▶ How to complete this task: Start to finish, print the entries exactly, and carry none of the pictures over.

▶ Records from a dataset:
Start of Block

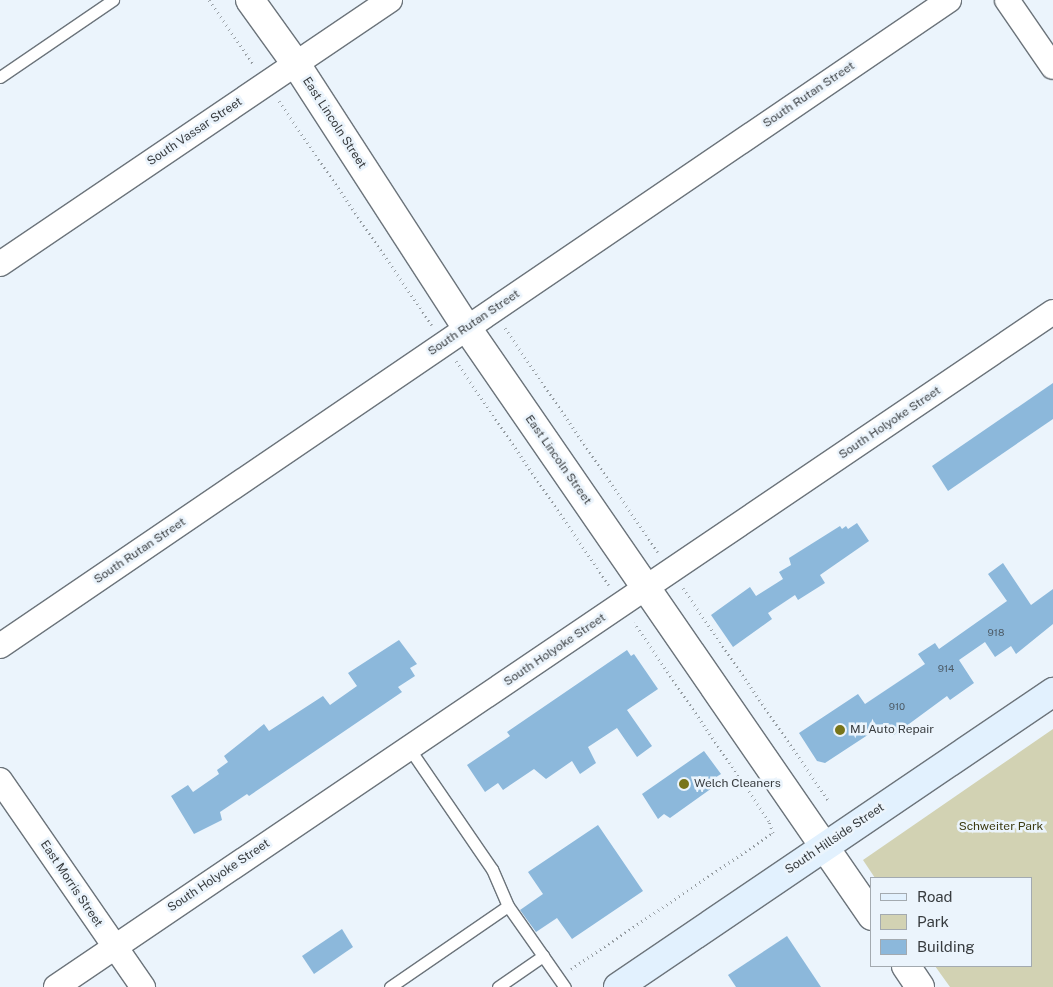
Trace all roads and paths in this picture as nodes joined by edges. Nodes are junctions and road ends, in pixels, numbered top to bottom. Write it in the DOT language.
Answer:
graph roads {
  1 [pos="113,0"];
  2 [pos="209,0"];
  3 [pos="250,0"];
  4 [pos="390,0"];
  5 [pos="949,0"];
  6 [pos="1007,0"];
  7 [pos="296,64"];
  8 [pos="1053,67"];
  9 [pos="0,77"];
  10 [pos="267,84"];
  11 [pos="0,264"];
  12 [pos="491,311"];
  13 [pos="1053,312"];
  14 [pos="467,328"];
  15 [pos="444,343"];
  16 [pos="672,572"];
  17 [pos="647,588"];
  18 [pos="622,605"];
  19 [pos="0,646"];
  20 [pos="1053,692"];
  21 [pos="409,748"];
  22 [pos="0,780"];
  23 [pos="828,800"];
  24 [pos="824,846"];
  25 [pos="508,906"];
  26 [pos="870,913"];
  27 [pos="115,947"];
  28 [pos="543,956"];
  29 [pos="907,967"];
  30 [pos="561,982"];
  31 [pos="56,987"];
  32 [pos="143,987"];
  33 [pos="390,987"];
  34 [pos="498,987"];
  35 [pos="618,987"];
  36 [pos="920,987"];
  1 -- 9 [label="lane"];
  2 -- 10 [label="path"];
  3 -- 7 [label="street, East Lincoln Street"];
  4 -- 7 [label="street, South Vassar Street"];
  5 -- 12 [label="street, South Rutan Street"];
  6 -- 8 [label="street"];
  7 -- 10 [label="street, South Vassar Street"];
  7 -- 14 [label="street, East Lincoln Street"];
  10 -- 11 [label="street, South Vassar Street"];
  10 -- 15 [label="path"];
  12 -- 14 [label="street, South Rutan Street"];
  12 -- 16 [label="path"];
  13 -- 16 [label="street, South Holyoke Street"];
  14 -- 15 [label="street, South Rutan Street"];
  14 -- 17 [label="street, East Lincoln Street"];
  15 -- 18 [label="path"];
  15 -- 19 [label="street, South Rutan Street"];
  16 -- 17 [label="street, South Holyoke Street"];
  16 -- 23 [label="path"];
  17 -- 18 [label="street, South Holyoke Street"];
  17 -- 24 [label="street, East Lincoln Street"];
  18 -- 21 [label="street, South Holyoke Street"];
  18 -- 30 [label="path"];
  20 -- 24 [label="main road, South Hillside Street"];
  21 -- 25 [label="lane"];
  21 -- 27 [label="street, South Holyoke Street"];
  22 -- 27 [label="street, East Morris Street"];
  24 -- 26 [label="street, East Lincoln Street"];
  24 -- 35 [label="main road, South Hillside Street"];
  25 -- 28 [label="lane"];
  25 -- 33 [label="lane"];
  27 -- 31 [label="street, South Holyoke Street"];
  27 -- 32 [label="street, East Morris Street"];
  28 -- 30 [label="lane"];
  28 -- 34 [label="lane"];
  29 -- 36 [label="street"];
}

End of Block

▶ Written solution:
Trace all roads and paths in this picture as nodes joined by edges. Nodes are junctions and road ends, in pixels, numbered top to bottom. Write it in the DOT language.
Answer:
graph roads {
  1 [pos="113,0"];
  2 [pos="209,0"];
  3 [pos="250,0"];
  4 [pos="390,0"];
  5 [pos="949,0"];
  6 [pos="1007,0"];
  7 [pos="296,64"];
  8 [pos="1053,67"];
  9 [pos="0,77"];
  10 [pos="267,84"];
  11 [pos="0,264"];
  12 [pos="491,311"];
  13 [pos="1053,312"];
  14 [pos="467,328"];
  15 [pos="444,343"];
  16 [pos="672,572"];
  17 [pos="647,588"];
  18 [pos="622,605"];
  19 [pos="0,646"];
  20 [pos="1053,692"];
  21 [pos="409,748"];
  22 [pos="0,780"];
  23 [pos="828,800"];
  24 [pos="824,846"];
  25 [pos="508,906"];
  26 [pos="870,913"];
  27 [pos="115,947"];
  28 [pos="543,956"];
  29 [pos="907,967"];
  30 [pos="561,982"];
  31 [pos="56,987"];
  32 [pos="143,987"];
  33 [pos="390,987"];
  34 [pos="498,987"];
  35 [pos="618,987"];
  36 [pos="920,987"];
  1 -- 9 [label="lane"];
  2 -- 10 [label="path"];
  3 -- 7 [label="street, East Lincoln Street"];
  4 -- 7 [label="street, South Vassar Street"];
  5 -- 12 [label="street, South Rutan Street"];
  6 -- 8 [label="street"];
  7 -- 10 [label="street, South Vassar Street"];
  7 -- 14 [label="street, East Lincoln Street"];
  10 -- 11 [label="street, South Vassar Street"];
  10 -- 15 [label="path"];
  12 -- 14 [label="street, South Rutan Street"];
  12 -- 16 [label="path"];
  13 -- 16 [label="street, South Holyoke Street"];
  14 -- 15 [label="street, South Rutan Street"];
  14 -- 17 [label="street, East Lincoln Street"];
  15 -- 18 [label="path"];
  15 -- 19 [label="street, South Rutan Street"];
  16 -- 17 [label="street, South Holyoke Street"];
  16 -- 23 [label="path"];
  17 -- 18 [label="street, South Holyoke Street"];
  17 -- 24 [label="street, East Lincoln Street"];
  18 -- 21 [label="street, South Holyoke Street"];
  18 -- 30 [label="path"];
  20 -- 24 [label="main road, South Hillside Street"];
  21 -- 25 [label="lane"];
  21 -- 27 [label="street, South Holyoke Street"];
  22 -- 27 [label="street, East Morris Street"];
  24 -- 26 [label="street, East Lincoln Street"];
  24 -- 35 [label="main road, South Hillside Street"];
  25 -- 28 [label="lane"];
  25 -- 33 [label="lane"];
  27 -- 31 [label="street, South Holyoke Street"];
  27 -- 32 [label="street, East Morris Street"];
  28 -- 30 [label="lane"];
  28 -- 34 [label="lane"];
  29 -- 36 [label="street"];
}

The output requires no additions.